Our monthly salary was increasing almost every year. In August of 1993 when Liangliang went to Qinhuangdao, reading undergraduate courses, there was a questionnaire, showing our economic conditions: Defu Song’s monthly salary 350 yuan; Meilan Zhang’s 300 yuan. From August of 1993 to the August of 1994, two sons were both reading undergraduate courses and Zhang’s monthly salary 300 yuan was divided in half and sent to the south and north, each son getting 150 yuan. In August of 1994, Li Song graduated and came back to Xuzhou, starting to work in the city bureau of public security. As a result, the economic condition of our family was changing better and better.
Illustration of the map:
EI: The Economic Institute (Zhang’s unit) No. 1 MS: No. 1 Middle School of Xuzhou
RS: Railway Station FN: Fengnan Housing Estate
TCM: Tuchengmen Lane
It was not all good when we lived in the city. In the countryside, although our working time seemed very long, from early morning into the deep night, during the daytime, it was very flexible and we could go to the farm product market to buy vegetables and other foods. In addition, both of us worked in the same school and the living quarters for the teachers were close to our office and classroom buildings. Therefore, we didn’t need to catch buses or went to work by bike in a hurry. We had three meals at home, inexpensive but clean and nutritious.
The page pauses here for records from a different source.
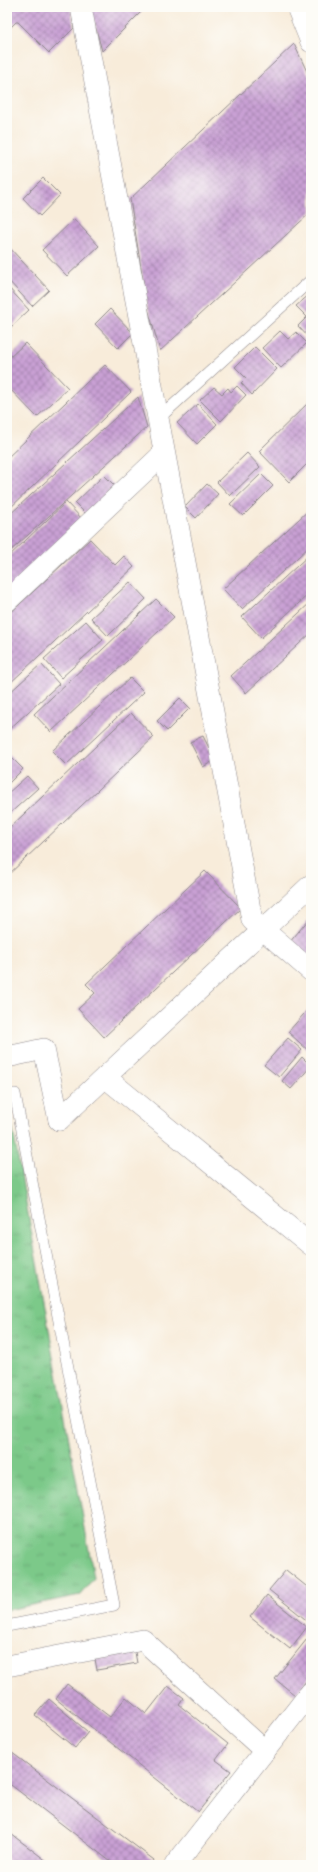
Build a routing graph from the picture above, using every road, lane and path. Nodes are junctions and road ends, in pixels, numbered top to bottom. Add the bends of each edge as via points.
1 (82, 7) edge
2 (296, 7) edge
3 (311, 42) edge
4 (311, 280) edge
5 (158, 419) junction
6 (164, 453) junction
7 (7, 601) edge
8 (311, 885) edge
9 (262, 929) junction
10 (311, 971) edge
11 (7, 1057) edge
12 (105, 1077) junction
13 (7, 1094) edge
14 (311, 1245) edge
15 (7, 1626) edge
16 (7, 1666) edge
17 (311, 1692) edge
18 (265, 1751) junction
19 (175, 1865) edge

1 - 5 street
2 - 3 street
4 - 5 lane
5 - 6 street
6 - 7 street
6 - 9 street via 252,920
8 - 9 street
9 - 10 street
9 - 12 street
11 - 12 street via 44,1049 59,1120
12 - 14 street
13 - 15 lane via 15,1094 114,1605
16 - 18 street via 143,1640
17 - 18 street
18 - 19 street

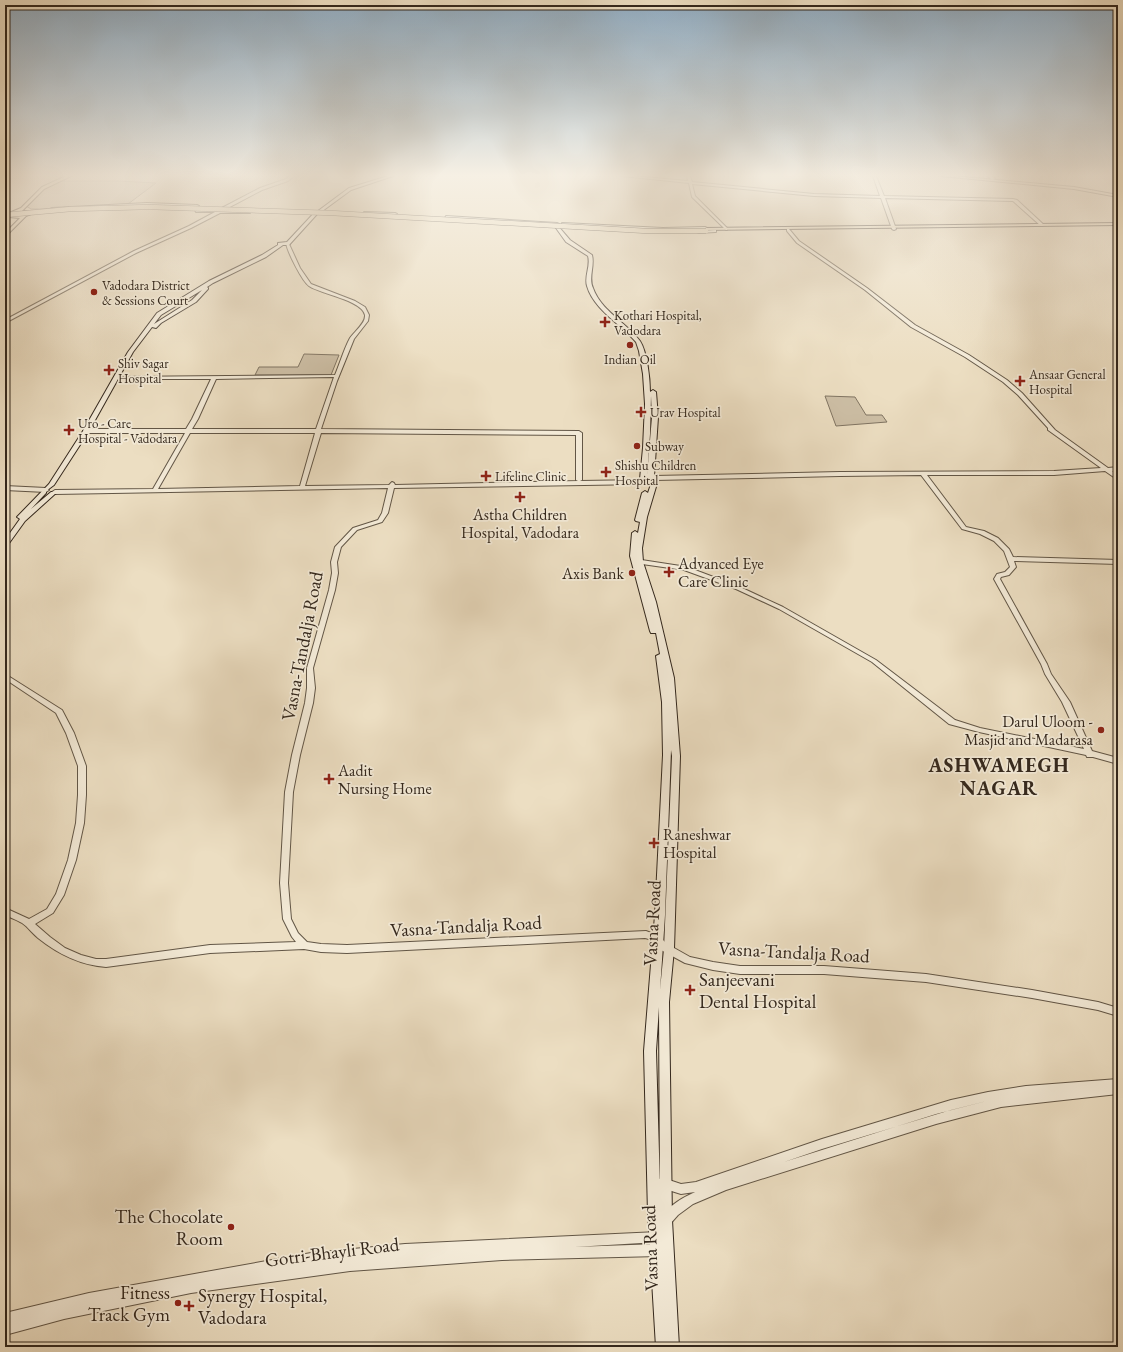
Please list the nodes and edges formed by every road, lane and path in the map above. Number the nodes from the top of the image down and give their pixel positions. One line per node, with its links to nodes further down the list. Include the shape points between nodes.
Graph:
1 (164, 239): 8 (street, via 134,252)
2 (168, 239): 9 (street, via 126,259)
3 (290, 239): 6 (main road)
4 (567, 239): 23 (main road, Vasna Road, via 590,255 589,280 594,295 639,344 645,366 648,395)
5 (796, 239): 19 (street, via 913,326 959,352 998,380 1044,425)
6 (284, 245): 7 (street); 13 (main road, via 250,266 210,285 194,301 159,322); 13 (main road, via 211,282 162,311 131,352)
7 (298, 270): 11 (street, via 309,287 357,306 363,315 362,321 349,338); 17 (street, via 310,285 354,302 363,308 367,315 366,321 352,339)
8 (5, 322)
9 (5, 326)
10 (5, 374): 14 (street)
11 (333, 376): 12 (street); 17 (street)
12 (214, 377): 13 (street); 16 (street, via 196,419)
13 (119, 378): 15 (main road)
14 (5, 382)
15 (88, 431): 16 (street); 28 (main road); 29 (main road)
16 (188, 431): 17 (street); 27 (street)
17 (316, 431): 22 (street, via 580,433); 25 (street)
18 (1118, 470): 19 (street)
19 (1107, 471): 20 (street, via 1042,476); 21 (street)
20 (924, 475): 23 (street); 32 (street, via 964,528 979,531 1002,544)
21 (1118, 478)
22 (578, 480): 23 (street); 24 (street)
23 (649, 480): 24 (street); 34 (main road, Vasna Road, via 633,546)
24 (392, 485): 25 (street); 42 (street, Vasna-Tandalja Road, via 386,513 380,521 354,529 338,547 334,562 336,573 310,668 309,703 289,792 284,883 287,919 294,935)
25 (300, 486): 27 (street)
26 (5, 489): 28 (street)
27 (155, 489): 29 (street)
28 (45, 491): 29 (main road, via 52,488); 30 (main road, via 24,511)
29 (55, 491): 31 (main road, via 23,520)
30 (5, 537)
31 (5, 545)
32 (1011, 560): 33 (street); 36 (street, via 1012,567 1007,574 999,575 997,579 1066,702)
33 (1118, 562)
34 (637, 563): 36 (street, via 682,570 770,607 871,664 941,720 955,728); 41 (main road, Vasna Road, via 661,660 666,702 667,755); 43 (main road, Vasna Road, via 652,602 670,678 674,724 676,756)
35 (5, 676): 40 (street, via 58,712 70,733 82,766 80,823 72,860 60,895 50,911)
36 (1090, 755): 37 (street); 38 (street)
37 (1118, 761)
38 (1118, 764)
39 (5, 911): 40 (street)
40 (28, 924): 42 (street, via 63,951 92,963 210,949)
41 (658, 941): 42 (street, Vasna-Tandalja Road, via 651,935 639,934 347,949 321,948); 43 (street, Vasna-Tandalja Road); 47 (main road, Vasna Road, via 650,1051)
42 (304, 944)
43 (669, 949): 44 (street, Vasna-Tandalja Road, via 688,960 740,970 824,970 926,978 1032,994); 48 (main road, Vasna Road, via 664,1002)
44 (1118, 1012)
45 (1118, 1083): 48 (street, via 1026,1090 988,1096 822,1144 722,1176 696,1187 681,1189)
46 (1118, 1090): 49 (street, via 1002,1102 936,1119 726,1185 689,1200)
47 (654, 1178): 48 (street); 50 (main road, Vasna Road)
48 (665, 1184): 49 (main road, Vasna Road)
49 (666, 1220): 50 (main road, Vasna Road)
50 (661, 1237): 51 (main road, Vasna Road); 52 (street, Gotri-Bhayli Road, via 405,1250 311,1259 89,1299)
51 (662, 1250): 53 (street, Gotri-Bhayli Road, via 502,1254 350,1265 191,1288 64,1313); 54 (main road, Vasna Road); 55 (main road, Vasna Road)
52 (5, 1319)
53 (5, 1329)
54 (663, 1347)
55 (672, 1347)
We were feeling quite inconvenient when we began to work and live in the city. It was luck that both of us taught in the colleges and we had no office hours, which meant that we could come home after the lecture was ended. You could see in the map above. Pengda was located in the utmost southeast and the Economic Institute in the utmost northwest. Liangliang Song went to Qinhuangdao to read the undergraduate courses and we had no load of taking care of him, so we moved to Pengda. It was troublesome for Zhang to go to the EI to give lessons. If she had classes in the first and second hour in the morning, we went to Fang’nan in the school bus in the late afternoon and stayed there overnight. The next morning, she went to EI by bike and I went to Pengda again in the school bus. If she had lessons in the third and fourth hour she went to Zhaishan on foot (almost half an hour) and took No. 11 Bus to the downtown area. Her bike was left in the Zhongshan Restaurant, where Yu Cheng worked and rode her bike to EI. (Yu Chen used to be our neighbor in the ZMS) When she ended her classes she decided where her bike to leave according to the time she went to EI the next day, either carrying to the sixth floor in Fangnan or leaving it inside the court of Zhongshan Restaurant. Such inconvenient days lasted for two years and we didn’t feel painful. Xuzhou used to be a middle-sized city. In a large city, it is common for office staffs to commute very long way. We had no office hours and were calm, getting ready to live and work in such a way until we retired.